1. Globalizzazione e reshoring

Tra gli anni Novanta e i primi anni Duemila la rappresentazione prevalente della globalizzazione coincideva (all’ingrosso) in una divisione del lavoro tra il neofordismo dei Brics e la concentrazione di funzioni direzionali, creative, qualificate nelle metropoli occidentali. Il movimento dei capitali, l’azione dei poteri locali, l’agire delle moltitudini, hanno affermato una geografia ben più articolata, con la risalita della catena tecnologica e cognitiva di diverse economie “emergenti”, da una parte, il permanere o la nuova proliferazione di sweat shop nelle metropoli occidentali, dall’altra. Il trasferimento e la “circolazione” delle contraddizioni ormai strutturali nei paesi a capitalismo maturo segna una nuova fase; anche la Cina e i Brics hanno oggi difficoltà di “assorbimento” del capitale intellettuale prodotto dagli “investimenti” educativi di massa, stimolati dalle aspettative crescenti delle classi medie o di parti dello stesso proletariato urbanizzato. E conoscono le lotte della nuova composizione sociale.

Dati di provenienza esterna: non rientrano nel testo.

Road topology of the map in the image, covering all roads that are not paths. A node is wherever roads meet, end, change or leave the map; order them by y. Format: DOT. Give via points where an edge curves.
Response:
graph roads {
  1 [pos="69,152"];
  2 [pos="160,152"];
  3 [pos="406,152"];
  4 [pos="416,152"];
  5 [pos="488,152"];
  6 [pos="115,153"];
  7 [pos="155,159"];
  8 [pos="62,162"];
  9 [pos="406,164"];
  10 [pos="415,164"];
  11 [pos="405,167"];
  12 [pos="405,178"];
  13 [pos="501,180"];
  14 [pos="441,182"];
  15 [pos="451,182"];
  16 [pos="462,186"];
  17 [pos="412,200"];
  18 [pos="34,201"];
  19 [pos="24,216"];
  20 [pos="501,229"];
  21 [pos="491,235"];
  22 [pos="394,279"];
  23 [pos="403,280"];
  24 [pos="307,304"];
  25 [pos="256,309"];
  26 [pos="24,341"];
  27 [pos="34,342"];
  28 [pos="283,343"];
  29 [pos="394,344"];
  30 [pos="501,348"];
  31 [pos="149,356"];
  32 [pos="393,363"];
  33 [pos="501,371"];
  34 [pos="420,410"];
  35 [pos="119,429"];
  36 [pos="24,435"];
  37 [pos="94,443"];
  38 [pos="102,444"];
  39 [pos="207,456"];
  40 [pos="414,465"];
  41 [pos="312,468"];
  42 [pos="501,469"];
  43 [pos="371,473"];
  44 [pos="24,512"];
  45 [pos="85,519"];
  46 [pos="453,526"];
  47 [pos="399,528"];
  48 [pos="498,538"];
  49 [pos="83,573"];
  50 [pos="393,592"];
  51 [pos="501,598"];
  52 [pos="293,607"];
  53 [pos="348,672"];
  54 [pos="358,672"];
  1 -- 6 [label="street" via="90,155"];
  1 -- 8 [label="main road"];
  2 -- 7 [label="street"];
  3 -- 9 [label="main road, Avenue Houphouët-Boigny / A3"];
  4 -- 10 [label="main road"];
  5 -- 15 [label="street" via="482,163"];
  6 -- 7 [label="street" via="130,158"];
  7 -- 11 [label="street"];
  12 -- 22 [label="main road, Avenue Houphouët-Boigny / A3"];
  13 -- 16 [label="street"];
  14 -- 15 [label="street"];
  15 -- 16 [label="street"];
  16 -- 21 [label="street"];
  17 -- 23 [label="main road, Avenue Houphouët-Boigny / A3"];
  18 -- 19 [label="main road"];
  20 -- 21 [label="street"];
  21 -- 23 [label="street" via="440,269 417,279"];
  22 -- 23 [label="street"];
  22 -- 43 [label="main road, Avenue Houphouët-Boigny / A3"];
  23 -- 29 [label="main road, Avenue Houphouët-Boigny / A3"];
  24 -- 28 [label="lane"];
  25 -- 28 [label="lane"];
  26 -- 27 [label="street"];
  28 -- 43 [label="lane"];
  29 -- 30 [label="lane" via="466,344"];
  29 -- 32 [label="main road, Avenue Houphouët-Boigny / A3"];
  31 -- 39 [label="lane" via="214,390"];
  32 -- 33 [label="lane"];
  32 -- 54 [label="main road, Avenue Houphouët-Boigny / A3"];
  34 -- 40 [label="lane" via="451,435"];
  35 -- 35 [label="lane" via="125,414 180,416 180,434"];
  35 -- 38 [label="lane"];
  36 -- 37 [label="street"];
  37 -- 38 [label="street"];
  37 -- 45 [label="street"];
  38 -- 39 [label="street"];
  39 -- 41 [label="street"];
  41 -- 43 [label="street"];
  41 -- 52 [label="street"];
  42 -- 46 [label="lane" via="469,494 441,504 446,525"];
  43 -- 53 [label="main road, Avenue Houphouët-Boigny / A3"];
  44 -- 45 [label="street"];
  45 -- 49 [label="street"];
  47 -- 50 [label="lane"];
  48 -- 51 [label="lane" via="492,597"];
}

Entro questa cornice, una tendenza da verificare è costituita dal cosiddetto Reshoring, ossia del ritorno (per ora limitato soprattutto agli USA) delle industrie delocalizzate, in particolare in Cina. Secondo analisi di società di consulenza globale (es. Boston Consulting Group), dopo l'esodo di massa seguito all'entrata della Cina nel WTO, oggi “the tide is starting to turn”. Alla base del possibile contro-movimento è anzitutto[1] la dinamica salariale. I salari reali medi in Cina sono cresciuti del 300% tra il 1990 e il 2005, con metà di questo aumento concentrato tra il 2000 e il 2005. Secondo le statistiche ufficiali di Pechino, nel 2011 il salario reale degli occupati nel settore privato della zona est (dove si concentrano gli investimenti esteri) è aumentatodel12,3%; nel 2012 il salario nominale nel privato ha registrato un incremento del 17,1%, nel pubblico dell’11,9%. I differenziali con l’Occidente rimangono alti, ma i tassi di profitto degli investimenti esteri ne sono colpiti.[2] Nella medesima direzione vanno le lotte degli ultimi mesi nelle produzioni tessili delocalizzate in Bangladesh, estesesi anche alla Cambogia.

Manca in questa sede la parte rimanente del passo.